2D transform
------------

Using the pylab environment (part of matplotlib) we can perform a simple
example where we transform the standard 'mandrill' image and show the level 2
wavelet coefficients:

.. plot::
    :include-source: true

    # Load the mandrill image
    mandrill = datasets.mandrill()

    # Show mandrill
    figure(1)
    imshow(mandrill, cmap=cm.gray, clim=(0,1))

    import dtcwt
    transform = dtcwt.Transform2d()

    # Compute two levels of dtcwt with the defaul wavelet family
    mandrill_t = transform.forward(mandrill, nlevels=2)
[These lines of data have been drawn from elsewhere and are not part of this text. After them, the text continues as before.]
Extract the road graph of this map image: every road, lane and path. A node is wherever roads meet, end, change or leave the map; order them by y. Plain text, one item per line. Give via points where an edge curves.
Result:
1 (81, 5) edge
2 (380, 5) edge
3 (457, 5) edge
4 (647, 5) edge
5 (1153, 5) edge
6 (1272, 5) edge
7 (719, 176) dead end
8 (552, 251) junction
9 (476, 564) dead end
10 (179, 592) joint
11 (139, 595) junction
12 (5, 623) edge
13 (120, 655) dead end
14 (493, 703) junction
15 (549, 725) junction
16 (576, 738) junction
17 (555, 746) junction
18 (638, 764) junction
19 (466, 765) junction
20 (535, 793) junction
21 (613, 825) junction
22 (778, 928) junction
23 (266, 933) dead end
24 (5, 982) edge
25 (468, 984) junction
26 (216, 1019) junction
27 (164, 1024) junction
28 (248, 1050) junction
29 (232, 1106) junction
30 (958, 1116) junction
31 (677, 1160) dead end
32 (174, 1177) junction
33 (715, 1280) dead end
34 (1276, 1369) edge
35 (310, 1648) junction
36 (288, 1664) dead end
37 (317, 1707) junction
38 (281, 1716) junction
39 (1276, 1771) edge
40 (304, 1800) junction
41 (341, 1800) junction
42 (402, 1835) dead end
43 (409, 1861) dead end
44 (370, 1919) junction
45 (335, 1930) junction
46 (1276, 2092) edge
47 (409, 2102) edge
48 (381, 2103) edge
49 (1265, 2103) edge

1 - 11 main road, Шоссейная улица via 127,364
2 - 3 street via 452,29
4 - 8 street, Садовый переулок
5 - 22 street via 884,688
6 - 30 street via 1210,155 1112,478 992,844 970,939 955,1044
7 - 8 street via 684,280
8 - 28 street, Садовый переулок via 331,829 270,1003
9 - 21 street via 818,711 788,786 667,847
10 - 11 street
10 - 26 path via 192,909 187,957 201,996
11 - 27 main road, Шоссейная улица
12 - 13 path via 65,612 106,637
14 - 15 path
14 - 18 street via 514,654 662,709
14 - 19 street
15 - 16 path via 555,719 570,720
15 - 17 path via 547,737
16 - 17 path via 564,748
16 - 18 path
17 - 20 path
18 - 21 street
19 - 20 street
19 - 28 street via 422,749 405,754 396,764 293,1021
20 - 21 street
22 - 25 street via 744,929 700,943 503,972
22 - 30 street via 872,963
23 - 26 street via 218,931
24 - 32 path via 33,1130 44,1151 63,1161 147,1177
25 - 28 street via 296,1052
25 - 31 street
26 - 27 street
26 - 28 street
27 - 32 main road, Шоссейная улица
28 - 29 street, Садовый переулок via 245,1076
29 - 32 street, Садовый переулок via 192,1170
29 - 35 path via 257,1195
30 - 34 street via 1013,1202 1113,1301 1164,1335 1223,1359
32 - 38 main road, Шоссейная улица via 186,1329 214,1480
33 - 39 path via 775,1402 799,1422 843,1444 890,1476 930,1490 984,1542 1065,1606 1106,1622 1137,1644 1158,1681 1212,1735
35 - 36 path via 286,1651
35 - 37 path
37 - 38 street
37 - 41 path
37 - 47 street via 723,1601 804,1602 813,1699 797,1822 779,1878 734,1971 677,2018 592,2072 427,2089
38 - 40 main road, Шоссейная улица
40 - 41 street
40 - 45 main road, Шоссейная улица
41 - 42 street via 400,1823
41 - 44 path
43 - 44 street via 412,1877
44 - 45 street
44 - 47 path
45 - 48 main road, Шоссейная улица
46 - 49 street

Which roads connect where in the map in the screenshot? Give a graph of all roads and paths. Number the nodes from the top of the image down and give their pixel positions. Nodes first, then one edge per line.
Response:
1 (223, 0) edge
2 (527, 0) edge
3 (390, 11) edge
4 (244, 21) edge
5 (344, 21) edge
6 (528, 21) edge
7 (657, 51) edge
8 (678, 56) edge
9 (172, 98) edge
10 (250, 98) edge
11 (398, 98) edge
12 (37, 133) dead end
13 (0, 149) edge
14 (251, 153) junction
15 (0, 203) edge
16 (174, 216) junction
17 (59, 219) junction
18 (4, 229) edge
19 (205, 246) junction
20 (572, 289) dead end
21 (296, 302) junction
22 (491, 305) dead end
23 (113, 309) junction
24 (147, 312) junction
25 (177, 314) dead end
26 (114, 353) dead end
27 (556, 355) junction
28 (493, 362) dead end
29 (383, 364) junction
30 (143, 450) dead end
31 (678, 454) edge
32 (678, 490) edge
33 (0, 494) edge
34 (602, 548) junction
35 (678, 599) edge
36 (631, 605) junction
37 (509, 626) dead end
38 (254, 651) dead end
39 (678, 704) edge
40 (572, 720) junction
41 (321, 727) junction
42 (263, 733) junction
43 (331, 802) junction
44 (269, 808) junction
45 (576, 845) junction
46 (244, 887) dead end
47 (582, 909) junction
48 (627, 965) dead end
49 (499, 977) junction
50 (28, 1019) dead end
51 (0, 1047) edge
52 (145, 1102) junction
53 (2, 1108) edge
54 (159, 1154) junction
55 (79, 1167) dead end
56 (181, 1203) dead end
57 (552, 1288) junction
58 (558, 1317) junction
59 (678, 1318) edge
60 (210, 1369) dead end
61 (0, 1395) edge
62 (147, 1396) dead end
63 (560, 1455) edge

    # Show the absolute images for each direction in level 2.
    # Note that the 2nd level has index 1 since the 1st has index 0.
    figure(2)
    for slice_idx in range(mandrill_t.highpasses[1].shape[2]):
        subplot(2, 3, slice_idx)
        imshow(np.abs(mandrill_t.highpasses[1][:,:,slice_idx]), cmap=cm.spectral, clim=(0, 1))

    # Show the phase images for each direction in level 2.
    figure(3)
    for slice_idx in range(mandrill_t.highpasses[1].shape[2]):
        subplot(2, 3, slice_idx)
        imshow(np.angle(mandrill_t.highpasses[1][:,:,slice_idx]), cmap=cm.hsv, clim=(-np.pi, np.pi))